WHAT YOU ARE ASKED TO DO
Lines where the string "roads" appears are to be copied from the entries below.

### EXTRACTED MATERIAL

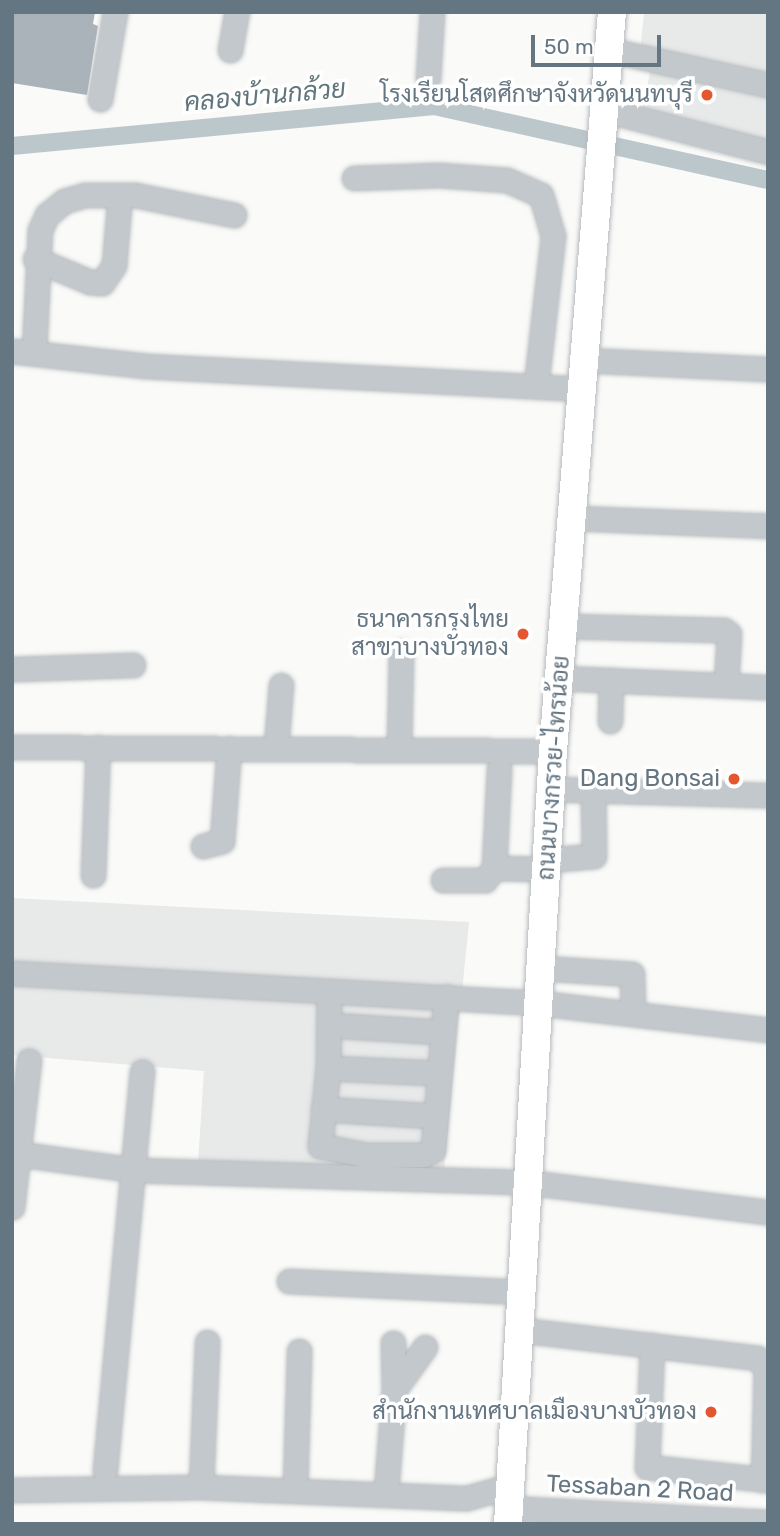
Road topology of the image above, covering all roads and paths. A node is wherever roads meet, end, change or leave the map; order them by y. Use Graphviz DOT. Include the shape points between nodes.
graph roads {
  1 [pos="115,12"];
  2 [pos="237,12"];
  3 [pos="432,12"];
  4 [pos="612,12"];
  5 [pos="229,50"];
  6 [pos="609,50"];
  7 [pos="428,78"];
  8 [pos="768,85"];
  9 [pos="100,99"];
  10 [pos="605,115"];
  11 [pos="768,152"];
  12 [pos="354,178"];
  13 [pos="120,195"];
  14 [pos="234,215"];
  15 [pos="35,259"];
  16 [pos="23,351"];
  17 [pos="582,360"];
  18 [pos="768,369"];
  19 [pos="536,386"];
  20 [pos="579,389"];
  21 [pos="572,518"];
  22 [pos="768,526"];
  23 [pos="563,626"];
  24 [pos="401,652"];
  25 [pos="133,665"];
  26 [pos="12,668"];
  27 [pos="559,678"];
  28 [pos="611,680"];
  29 [pos="281,685"];
  30 [pos="726,685"];
  31 [pos="768,687"];
  32 [pos="610,721"];
  33 [pos="12,747"];
  34 [pos="98,747"];
  35 [pos="229,748"];
  36 [pos="276,748"];
  37 [pos="398,750"];
  38 [pos="553,751"];
  39 [pos="499,769"];
  40 [pos="551,789"];
  41 [pos="593,791"];
  42 [pos="768,795"];
  43 [pos="202,846"];
  44 [pos="547,865"];
  45 [pos="494,868"];
  46 [pos="93,875"];
  47 [pos="443,880"];
  48 [pos="541,968"];
  49 [pos="12,973"];
  50 [pos="329,991"];
  51 [pos="446,997"];
  52 [pos="539,1003"];
  53 [pos="634,1014"];
  54 [pos="330,1025"];
  55 [pos="768,1030"];
  56 [pos="441,1031"];
  57 [pos="29,1061"];
  58 [pos="328,1068"];
  59 [pos="142,1072"];
  60 [pos="437,1073"];
  61 [pos="323,1109"];
  62 [pos="435,1116"];
  63 [pos="15,1153"];
  64 [pos="134,1171"];
  65 [pos="526,1182"];
  66 [pos="12,1207"];
  67 [pos="768,1212"];
  68 [pos="289,1281"];
  69 [pos="523,1292"];
  70 [pos="520,1330"];
  71 [pos="207,1342"];
  72 [pos="393,1343"];
  73 [pos="652,1345"];
  74 [pos="425,1347"];
  75 [pos="299,1350"];
  76 [pos="394,1390"];
  77 [pos="105,1470"];
  78 [pos="765,1480"];
  79 [pos="201,1487"];
  80 [pos="295,1489"];
  81 [pos="12,1490"];
  82 [pos="386,1491"];
  83 [pos="509,1506"];
  84 [pos="715,1521"];
  85 [pos="768,1522"];
  1 -- 9 [label="street"];
  2 -- 5 [label="street"];
  3 -- 7 [label="street"];
  4 -- 6 [label="main road, ถนนบางกรวย-ไทรน้อย"];
  6 -- 8 [label="street"];
  6 -- 10 [label="main road, ถนนบางกรวย-ไทรน้อย"];
  10 -- 11 [label="street"];
  10 -- 17 [label="main road, ถนนบางกรวย-ไทรน้อย"];
  12 -- 19 [label="street" via="439,175 507,180 541,195 553,236"];
  13 -- 14 [label="street" via="181,202"];
  13 -- 15 [label="street" via="85,195 64,201 47,215"];
  13 -- 15 [label="street" via="114,265 102,283"];
  15 -- 16 [label="street"];
  16 -- 19 [label="street" via="146,366"];
  17 -- 18 [label="street"];
  17 -- 20 [label="main road, ถนนบางกรวย-ไทรน้อย"];
  19 -- 20 [label="street"];
  20 -- 21 [label="main road, ถนนบางกรวย-ไทรน้อย"];
  21 -- 22 [label="street"];
  21 -- 23 [label="main road, ถนนบางกรวย-ไทรน้อย"];
  23 -- 27 [label="main road, ถนนบางกรวย-ไทรน้อย"];
  23 -- 30 [label="street" via="724,630 729,634"];
  24 -- 37 [label="street"];
  25 -- 26 [label="street"];
  27 -- 28 [label="street"];
  27 -- 38 [label="main road, ถนนบางกรวย-ไทรน้อย"];
  28 -- 30 [label="street"];
  28 -- 32 [label="street"];
  29 -- 36 [label="street"];
  30 -- 31 [label="street"];
  33 -- 34 [label="street"];
  34 -- 35 [label="street"];
  34 -- 46 [label="street"];
  35 -- 36 [label="street"];
  35 -- 43 [label="street" via="222,841"];
  36 -- 37 [label="street"];
  37 -- 38 [label="street"];
  38 -- 40 [label="main road, ถนนบางกรวย-ไทรน้อย"];
  39 -- 45 [label="street"];
  40 -- 41 [label="street"];
  40 -- 44 [label="main road, ถนนบางกรวย-ไทรน้อย"];
  41 -- 42 [label="street"];
  41 -- 44 [label="street" via="594,856"];
  44 -- 45 [label="street"];
  44 -- 48 [label="main road, ถนนบางกรวย-ไทรน้อย"];
  45 -- 47 [label="street" via="485,880"];
  48 -- 52 [label="main road, ถนนบางกรวย-ไทรน้อย"];
  48 -- 53 [label="street" via="632,974"];
  49 -- 50 [label="street"];
  50 -- 51 [label="street"];
  50 -- 54 [label="street"];
  51 -- 52 [label="street"];
  51 -- 56 [label="street"];
  52 -- 53 [label="street"];
  52 -- 65 [label="main road, ถนนบางกรวย-ไทรน้อย"];
  53 -- 55 [label="street"];
  54 -- 56 [label="street"];
  54 -- 58 [label="street"];
  56 -- 60 [label="street"];
  57 -- 63 [label="street"];
  58 -- 60 [label="street"];
  58 -- 61 [label="street"];
  59 -- 64 [label="street"];
  60 -- 62 [label="street"];
  61 -- 62 [label="street"];
  61 -- 62 [label="street" via="321,1148 366,1156 430,1154"];
  63 -- 64 [label="street"];
  63 -- 66 [label="street"];
  64 -- 65 [label="street"];
  64 -- 77 [label="street"];
  65 -- 67 [label="street"];
  65 -- 69 [label="main road, ถนนบางกรวย-ไทรน้อย"];
  68 -- 69 [label="street"];
  69 -- 70 [label="main road, ถนนบางกรวย-ไทรน้อย"];
  70 -- 73 [label="street"];
  70 -- 83 [label="main road, ถนนบางกรวย-ไทรน้อย"];
  71 -- 79 [label="street"];
  72 -- 76 [label="street"];
  73 -- 78 [label="street" via="733,1354 765,1363"];
  73 -- 78 [label="street" via="647,1467"];
  74 -- 76 [label="street"];
  75 -- 80 [label="street"];
  76 -- 82 [label="street"];
  79 -- 80 [label="street, Tessaban 2 Road"];
  79 -- 81 [label="street, Tessaban 2 Road"];
  80 -- 82 [label="street, Tessaban 2 Road"];
  82 -- 83 [label="street, Tessaban 2 Road"];
  83 -- 84 [label="street, Tessaban 2 Road"];
  84 -- 85 [label="street, Tessaban 2 Road"];
}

######

EXERCISE ANSWER
Road topology of the image above, covering all roads and paths. A node is wherever roads meet, end, change or leave the map; order them by y. Use Graphviz DOT. Include the shape points between nodes.
graph roads {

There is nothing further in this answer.